I think about a soft thud. A ruby-red shadow.
“He used to sit in my office sometimes. Before Hurst took him under his wing.”
“I don’t remember—”
“You were probably too busy scurrying past, hoping I wouldn’t tell you off for your untucked shirt, or for wearing trainers.”
I almost smile. The past, I think. Never more than a few careless words away. Except I don’t think any of Miss Grayson’s words are careless. She has spent a long time waiting to speak them.
“A few days before he died,” she says, “Chris came to see me. He wanted to talk to someone. About what you found.”
“He told you what happened?”
“Some of it. But I think there’s more, isn’t there, Joe?”
There’s always more. You just need to dig. And the deeper you go, the darker it gets.
I nod. “Yes.”
“Why don’t you tell me?”
28
1992
Annie looked around the cavern, eyes huge hollows in her small face.
“I followed you.”
“No shit. What were you thinking?”
“I wanted to see what you were up to. Are they skulls? Are they real?” Her voice trembled a little. She clutched Abbie-Eyes to her narrow chest.
“You have to go.” I walked—hobbled—forward and grabbed her arm. “C’mon.”
“Wait.” Hurst moved to block us.
“What?”
“What if she blabs?”
“She’s eight.”
“Exactly.”
“I won’t say nothing,” Annie muttered.
“See?

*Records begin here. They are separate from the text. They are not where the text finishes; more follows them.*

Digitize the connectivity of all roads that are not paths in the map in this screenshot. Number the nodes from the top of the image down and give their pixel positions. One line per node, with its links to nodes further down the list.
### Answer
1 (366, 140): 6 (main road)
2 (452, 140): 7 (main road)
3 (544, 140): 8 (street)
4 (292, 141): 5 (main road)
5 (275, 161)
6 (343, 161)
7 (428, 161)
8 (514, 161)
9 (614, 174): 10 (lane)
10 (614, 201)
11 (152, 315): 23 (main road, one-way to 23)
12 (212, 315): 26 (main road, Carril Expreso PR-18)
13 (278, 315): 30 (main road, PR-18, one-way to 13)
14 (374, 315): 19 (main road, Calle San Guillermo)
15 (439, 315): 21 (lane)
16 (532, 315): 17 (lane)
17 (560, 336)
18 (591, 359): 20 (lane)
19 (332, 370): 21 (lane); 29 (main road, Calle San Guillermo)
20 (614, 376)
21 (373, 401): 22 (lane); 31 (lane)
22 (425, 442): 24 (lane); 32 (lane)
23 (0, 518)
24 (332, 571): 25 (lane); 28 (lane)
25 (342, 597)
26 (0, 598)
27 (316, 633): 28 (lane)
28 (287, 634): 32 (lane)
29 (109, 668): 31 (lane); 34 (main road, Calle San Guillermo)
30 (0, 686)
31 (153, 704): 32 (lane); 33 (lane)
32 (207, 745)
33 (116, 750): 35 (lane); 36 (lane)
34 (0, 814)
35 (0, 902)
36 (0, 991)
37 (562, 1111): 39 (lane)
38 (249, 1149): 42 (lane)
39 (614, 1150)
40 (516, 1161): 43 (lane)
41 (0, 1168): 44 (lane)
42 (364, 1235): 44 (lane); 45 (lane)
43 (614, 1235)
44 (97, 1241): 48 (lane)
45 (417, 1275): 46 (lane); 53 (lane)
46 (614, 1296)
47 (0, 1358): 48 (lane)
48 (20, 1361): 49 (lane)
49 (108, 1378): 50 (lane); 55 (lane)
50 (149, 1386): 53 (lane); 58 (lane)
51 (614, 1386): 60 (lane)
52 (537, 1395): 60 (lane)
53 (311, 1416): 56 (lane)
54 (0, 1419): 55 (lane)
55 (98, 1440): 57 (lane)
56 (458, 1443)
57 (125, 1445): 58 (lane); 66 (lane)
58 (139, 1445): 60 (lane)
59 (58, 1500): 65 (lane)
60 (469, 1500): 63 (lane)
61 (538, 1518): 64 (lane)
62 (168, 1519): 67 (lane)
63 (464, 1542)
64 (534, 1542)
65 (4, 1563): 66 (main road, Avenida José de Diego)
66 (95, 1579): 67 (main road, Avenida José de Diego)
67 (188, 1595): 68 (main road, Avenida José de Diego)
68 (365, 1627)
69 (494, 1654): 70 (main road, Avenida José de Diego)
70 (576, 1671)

Now let me get her out of here.”
We locked eyes. I’m not really sure what I would have done if Marie hadn’t moaned from the corner: “I don’t feel good, Steve. I want to go home.”
“Stupid cow,” Fletch spat, but it sounded halfhearted.
I saw Hurst debate with himself. He looked at Annie and me, then back at Marie.
“Fine,” he growled. “We’ll go. But we’re coming back. And I ain’t leaving without some mementos.”
“No!” Chris spoke for the first time. “You can’t. You can’t take anything from here.”
Hurst advanced on him. “Why the fuck not, Doughboy? This is ours now. We own it.”
No, I thought again. You didn’t own this place. It might let you think so. Might even want you to think so. But that was how it got you. That was how it drew you down here. That was how it owned you.
“Chris is right,” I said. “We can’t take anything. I mean, what if someone asks where we got human bones from?”
Hurst turned to me. “No one tells. And no one fucking tells me what I can and can’t do, Thorney.”
He raised the crowbar again. I felt Annie flinch. I gripped her tighter.